Parcel, un outil numérique pour massifier les transitions agroalimentaires

Portée par la Fnab, Terre de liens et le Basic, l’application numérique permet de jauger à l’échelle territoriale l’impact de nos modes de production et de consommation sur les surfaces agricoles, l’emploi et l’environnement. Il n’y a plus qu’à cliquer sur les curseurs pour passer des initiatives locales à une inflexion globale.

Où mettre le curseur de la relocalisation de notre alimentation au sein des territoires, quelle dose de flexitarisme introduire dans nos régimes alimentaires et avec quels impacts, au final, sur le potentiel nourricier des territoires, sur l’emploi, sur le climat, l'eau et la biodiversité ? Telles sont les ambitions de l’outil numérique Parcel (Pour une Alimentation Responsable, Citoyenne Et Locale), développé par le Basic (Bureau d’analyse sociétale pour une information citoyenne), Terre de Liens et la FNAB.

A la vérité, l’outil n’est pas nouveau car la première version a été mise en ligne à l’automne 2019. « La première version a connu une très bonne diffusion puisqu’elle a attiré 70 000 utilisateurs différents, avec une répartition à 40% dans les 15 plus grandes agglomérations françaises, explique Christophe Alliot, responsable de la recherche au Basic. Nous avons aussi comptabilisé un seuil minimal de dix utilisateurs dans plus de 800 communes ». Accessible à tout un chacun, l’outil se destine particulièrement aux élus et décideurs locaux mais aussi aux acteurs de la société civile.

Une seconde version enrichie

La seconde version de Parcel s’est enrichie de nouveaux indicateurs tels que le potentiel nourricier d’un territoire (commune, intercommunalité, département, région), l’impact du gaspillage ou encore le degré de végétalisation de notre assiette, en lien avec les recommandations du Programme national nutrition santé (PNNS), qui fixe à moins de 500 g la consommation hebdomadaire de viande « rouge » (bœuf, porc, veau, mouton, chèvre cheval, sanglier, biche) pour 100% de la population. Les exigences de la loi Egalim avec l’instauration d’un menu végétarien hebdomadaire dans la restauration collective sont également paramétrées. « Parcel offre aussi la possibilité de faire des extractions sur tableur et de produire des fiches synthétiques de quatre pages résultant des simulations testées, poursuit Christophe Alliot. Elles constituent le support d’échanges entre élus, techniciens et citoyens ».
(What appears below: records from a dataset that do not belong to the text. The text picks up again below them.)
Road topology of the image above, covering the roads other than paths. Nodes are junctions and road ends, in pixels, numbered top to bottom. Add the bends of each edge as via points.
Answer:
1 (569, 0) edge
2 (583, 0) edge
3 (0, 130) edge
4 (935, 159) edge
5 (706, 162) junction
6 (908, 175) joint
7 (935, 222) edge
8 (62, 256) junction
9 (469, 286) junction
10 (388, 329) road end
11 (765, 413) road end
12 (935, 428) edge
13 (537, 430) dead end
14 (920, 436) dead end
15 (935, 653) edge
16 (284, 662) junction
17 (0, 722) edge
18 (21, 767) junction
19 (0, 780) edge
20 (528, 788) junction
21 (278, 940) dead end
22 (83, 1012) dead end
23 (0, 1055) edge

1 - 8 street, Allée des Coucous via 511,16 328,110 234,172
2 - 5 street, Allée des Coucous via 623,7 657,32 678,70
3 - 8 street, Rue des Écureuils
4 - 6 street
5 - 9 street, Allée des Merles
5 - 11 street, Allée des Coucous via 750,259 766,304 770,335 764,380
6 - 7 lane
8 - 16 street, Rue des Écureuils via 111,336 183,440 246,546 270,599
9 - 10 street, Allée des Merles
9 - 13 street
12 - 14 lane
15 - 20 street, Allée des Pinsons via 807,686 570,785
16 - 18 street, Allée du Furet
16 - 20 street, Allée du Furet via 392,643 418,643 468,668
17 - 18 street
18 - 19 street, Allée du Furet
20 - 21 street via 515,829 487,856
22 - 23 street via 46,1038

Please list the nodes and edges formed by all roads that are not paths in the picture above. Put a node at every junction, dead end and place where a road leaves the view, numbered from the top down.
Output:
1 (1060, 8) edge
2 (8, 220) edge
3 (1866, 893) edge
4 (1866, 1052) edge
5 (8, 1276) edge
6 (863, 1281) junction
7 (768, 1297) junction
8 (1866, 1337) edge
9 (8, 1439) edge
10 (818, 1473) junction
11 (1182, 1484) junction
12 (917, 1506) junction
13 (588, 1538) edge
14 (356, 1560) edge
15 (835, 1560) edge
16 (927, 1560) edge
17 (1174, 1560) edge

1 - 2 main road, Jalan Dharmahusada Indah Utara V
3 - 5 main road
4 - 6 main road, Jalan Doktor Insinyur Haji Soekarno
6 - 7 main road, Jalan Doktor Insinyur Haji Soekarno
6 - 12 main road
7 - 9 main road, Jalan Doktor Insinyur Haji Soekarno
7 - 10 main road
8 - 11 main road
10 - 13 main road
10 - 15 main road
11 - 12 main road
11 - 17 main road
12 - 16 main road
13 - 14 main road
Des initiatives locales à l’inflexion globale

Il n’y a plus qu’à appuyer sur les curseurs du simulateur pour impulser une dynamique dans les transitions agricoles et agroalimentaires. A l’occasion de la présentation de l’outil lors d’une webconférence le 23 juin dernier, Nicolas Bricas, chercheur en socio-économie de l’alimentation au Cirad, a dit tout le bien qu’il pensait de Parcel, non sans égratigner le modèle dominant. « Parcel est typiquement l’outil dont on a besoin pour faire changer d’échelle les initiatives locales en matière de transition, a-t-il déclaré. Car malgré l’explosion des initiatives locales, les choses continuent de se dégrader avec une accélération de l’évolution négative du système alimentaire industriel et aucun changement, aucune inflexion des trajectoires ».

Le chercheur a notamment mis en perspective le budget moyen de 5 millions d’euros alloués annuellement aux Plans alimentaires territoriaux (PAT) contre les 9 milliards d’euros annuels de la Pac. « Les collectivités locales ont assez peu de prise sur les systèmes alimentaires, juge-t-il. Ce qui a le plus de prise, c’est la stratégie des grandes entreprises et les politiques nationale et européenne ».

Les trois options possibles pour changer d’échelle

Comment passer des initiatives locales à la généralisation et au changement d’échelle ? Le chercheur évoque trois possibilités, à savoir l’essaimage, le grossissement et l’intégration des alternatives par les acteurs dominants. Avec un optimisme tout relatif. « L’essaimage, c’est croire que les petits projets locaux vont prendre la place du système dominant comme si ce dernier allait se faire avoir sans rien voir, jauge Nicolas Bricas. Le grossissement, c’est typiquement le système coopératif, un système alternatif à la base. Et puis on a vu les coopératives grossir et entrer dans des logiques que certains considèrent comme des logiques capitalistes contraires à l’objet coopératif de départ. Pour ce qui est de l’intégration, les alternatives font office de laboratoire gratuit pour les acteurs dominants, qui voient à quelle condition ça fonctionne sans dépenser un rond, et qui rachètent ce qui fonctionne pour l’intégrer comme une réponse du capitalisme aux critiques faites au capitalisme ».